A new study by the University of British Columbia found the early Martian landscape likely looked like panoramas of the Devon ice cap. The red planet contained water, but these were most likely glaciers, not liquid rivers.
Many of the networks of valleys that cover the surface of Mars today have been “carved out” by water melting under glacial ice, not by flowing rivers, as was previously thought.
These findings completely change the view of ancient Mars – from a warm and humid world, it turns into a cold glacier.
To reach this conclusion, lead author Anna Grau Galofre developed and used new methods to study thousands of Martian valleys. She and her co-authors also compared the Martian valleys to subglacial channels in the Canadian Arctic Archipelago and found striking similarities.
The similarities between many of the Martian valleys and subglacial channels on Devon Island in the Canadian Arctic prompted the authors to conduct a comparative study.

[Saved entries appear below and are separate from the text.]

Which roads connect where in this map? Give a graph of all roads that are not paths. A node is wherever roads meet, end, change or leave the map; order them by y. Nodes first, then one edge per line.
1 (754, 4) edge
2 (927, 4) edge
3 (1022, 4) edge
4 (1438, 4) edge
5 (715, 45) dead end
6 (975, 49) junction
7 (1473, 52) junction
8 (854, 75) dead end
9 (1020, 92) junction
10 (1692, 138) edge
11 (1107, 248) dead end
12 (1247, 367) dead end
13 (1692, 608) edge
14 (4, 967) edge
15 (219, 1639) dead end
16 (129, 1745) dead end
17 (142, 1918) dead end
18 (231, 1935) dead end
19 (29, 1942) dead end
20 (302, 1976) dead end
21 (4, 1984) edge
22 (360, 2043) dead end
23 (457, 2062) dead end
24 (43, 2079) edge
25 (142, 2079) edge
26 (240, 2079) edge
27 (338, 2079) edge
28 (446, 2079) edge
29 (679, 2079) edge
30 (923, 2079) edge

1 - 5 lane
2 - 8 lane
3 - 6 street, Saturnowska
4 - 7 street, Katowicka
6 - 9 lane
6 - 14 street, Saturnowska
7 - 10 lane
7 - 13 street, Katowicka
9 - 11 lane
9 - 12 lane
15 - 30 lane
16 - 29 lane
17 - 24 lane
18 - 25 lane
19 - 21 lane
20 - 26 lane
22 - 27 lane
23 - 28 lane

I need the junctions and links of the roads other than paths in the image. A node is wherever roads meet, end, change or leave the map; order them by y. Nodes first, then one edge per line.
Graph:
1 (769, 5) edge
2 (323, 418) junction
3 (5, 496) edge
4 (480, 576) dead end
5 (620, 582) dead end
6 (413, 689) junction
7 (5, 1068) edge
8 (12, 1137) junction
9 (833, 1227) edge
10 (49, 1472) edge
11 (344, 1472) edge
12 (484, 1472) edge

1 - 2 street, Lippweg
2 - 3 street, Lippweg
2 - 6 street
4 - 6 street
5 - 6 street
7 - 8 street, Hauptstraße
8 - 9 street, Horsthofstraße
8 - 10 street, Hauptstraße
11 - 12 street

“Devon Island is one of the best analogs of Mars – it is a cold, dry, polar desert, and glaciation is largely based on cold,” experts say.
In total, the researchers analyzed more than 10,000 Martian valleys using a new algorithm to determine their main erosion processes. “These results are the first evidence of extensive subglacial erosion caused by drainage drainage beneath an ancient ice sheet on Mars,” says co-author Mark Jellinek.
The results are published in the journal Nature Geoscience.